De nostalgische kermis is een vast onderdeel van het Tilburgse evenement (in normale niet-corona jaren). De Stichting Kermis-cultuur organiseert dan ook altijd een expositie over de kermis van weleer.
Er zijn organisaties die zich commercieel speciaal toeleggen op nostalgische kermissen. Het Nostalgisch kermis collectief schrijft op zijn website over de volgende zaken die de aantrekkingskracht van de kermis bepalen: "De prachtige authentieke schilderingen, feeërieke verlichting, muziek van toen en natuurlijk het draaien, zwieren en zwaaien van de attracties met elk zijn karakteristieke kenmerken." Deze passage leert dat de kermis als schilderachtig wordt gezien. Het is bij uitstek een plek die men wil vastleggen; een locatie die uitnodigt om gefotografeerd te worden, ook.
Het vastleggen van de kermis is niet iets van de afgelopen jaren, maar gebeurt al heel lang. Zo zijn er van de vooroorlogse Tilburgse kermis foto’s bewaard gebleven. Die foto’s laten zien welke attracties er destijds stonden en waartoe zij dienden. Was dat anders op de hedendaagse kermis? Welke elementen bepaalden de kermiscultuur van de laatste decennia van de negentiende en de eerste decennia van de twintigste eeuw? Moeten we nostalgisch zijn naar de kermis van toen? Wat ging er verloren?
Geschiedenis
De Tilburgse kermis bestaat al meer dan 400 jaar. Het fenomeen kermis ontstond in Europa uit de feesten bij de inwijding van kerken (vandaar ook de naam kerk-mis), maar de Tilburgse kermis was van oudsher eerder een boerenkermis.

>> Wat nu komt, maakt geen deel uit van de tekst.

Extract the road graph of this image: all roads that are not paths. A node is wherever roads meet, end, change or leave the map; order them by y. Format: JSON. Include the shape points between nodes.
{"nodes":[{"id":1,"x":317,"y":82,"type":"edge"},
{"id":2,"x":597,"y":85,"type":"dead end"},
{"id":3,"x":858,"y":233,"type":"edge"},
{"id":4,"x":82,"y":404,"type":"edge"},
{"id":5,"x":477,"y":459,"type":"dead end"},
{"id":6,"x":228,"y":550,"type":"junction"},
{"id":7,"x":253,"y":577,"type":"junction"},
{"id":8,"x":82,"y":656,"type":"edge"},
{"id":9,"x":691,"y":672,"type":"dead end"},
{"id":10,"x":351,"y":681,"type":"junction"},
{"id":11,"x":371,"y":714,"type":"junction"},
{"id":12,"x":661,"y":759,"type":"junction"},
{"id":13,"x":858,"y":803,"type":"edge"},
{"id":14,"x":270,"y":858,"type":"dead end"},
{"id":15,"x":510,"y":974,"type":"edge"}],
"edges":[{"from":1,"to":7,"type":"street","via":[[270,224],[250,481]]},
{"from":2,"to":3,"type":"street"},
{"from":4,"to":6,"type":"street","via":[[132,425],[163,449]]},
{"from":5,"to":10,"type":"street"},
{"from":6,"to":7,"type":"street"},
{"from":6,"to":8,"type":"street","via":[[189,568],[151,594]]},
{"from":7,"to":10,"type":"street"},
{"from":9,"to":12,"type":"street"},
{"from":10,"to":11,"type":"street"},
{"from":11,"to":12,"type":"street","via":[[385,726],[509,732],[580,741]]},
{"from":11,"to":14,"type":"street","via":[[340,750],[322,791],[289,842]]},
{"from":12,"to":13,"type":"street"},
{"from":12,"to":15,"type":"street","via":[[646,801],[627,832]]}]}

Aan het einde van de negentiende eeuw werden op de Nederlandse kermissen de attracties belangrijker dan de soms botte en dieronvriendelijke volksspelen (katknuppelen, palingtrekken, gansrijden) die de boerenkermissen eerder kenmerkten. Ook de Tilburgse kermis maakte een dergelijke ontwikkeling door.
Aan het begin van de twintigste eeuw werden door behoudende krachten pogingen ondernomen om de Tilburgse kermis helemaal af te schaffen. Die pogingen waren vruchteloos. De gemeente profiteerde immers financieel omdat deze standplaatsen verpachtte. In de Nieuwe Tilburgsche Courant van 23 januari 1909 lezen we dat het onder meer ging om standplaatsen voor fotografietenten, schiettenten, panorama’s (panoptica) en voor hippodromen. Op 22-04-1922 meldt dezelfde Nieuwe Tilburgsche Courant dat er aanbestedingen waren voor zaken als: "de waggeltrap, Aeroplane 2000, een rodelbaan, een goochelkabinet, draaimolens, een elektronisch lampenspel, een luchtschommel, een rolschaatsbaan, een panopticum, een stoomcarrousel en variété."
In de jaren twintig kende Nederland een rijke variété- en revue-cultuur. Op de Tilburgse kermis traden bekende variété-acts en artiesten op als Snip en Snap, Lou Bandy (1890-1959), Louis Davids (1883-1939) en Louis Bouwmeester (1842-1925).
In 1920 boekten de moraalridders die de kermis eerder niet hadden weten te verbieden, een succesje toen de hele stad Tilburg gedurende de kermis een verbod op sterke drank kende. Dit verbod verdween pas weer in 1936. Het was in de periode dat in de Verenigde Staten een soortgelijk alcoholverbod tot maffiapraktijken leidde.
In 1937 is volgens de Nieuwe Tilburgsche Courant bij de inrichting van de kermis dat jaar onder meer sprake was van "emotiebanen" , "vliegbomknikkerspelen" en een golfbaan. Emotiebanen zouden we nu spookbanen/spookhuizen noemen. De prikkeling oproepende en emoties beroerende attracties (van schrikeffecten tot G-krachten) vormen al lang de aantrekkingskracht van de kermis. Zintuiglijkheid (denk ook aan de geur van kaneel, of vrolijke kermismuziek) is een van de aspecten waarom men het evenement graag opzoekt.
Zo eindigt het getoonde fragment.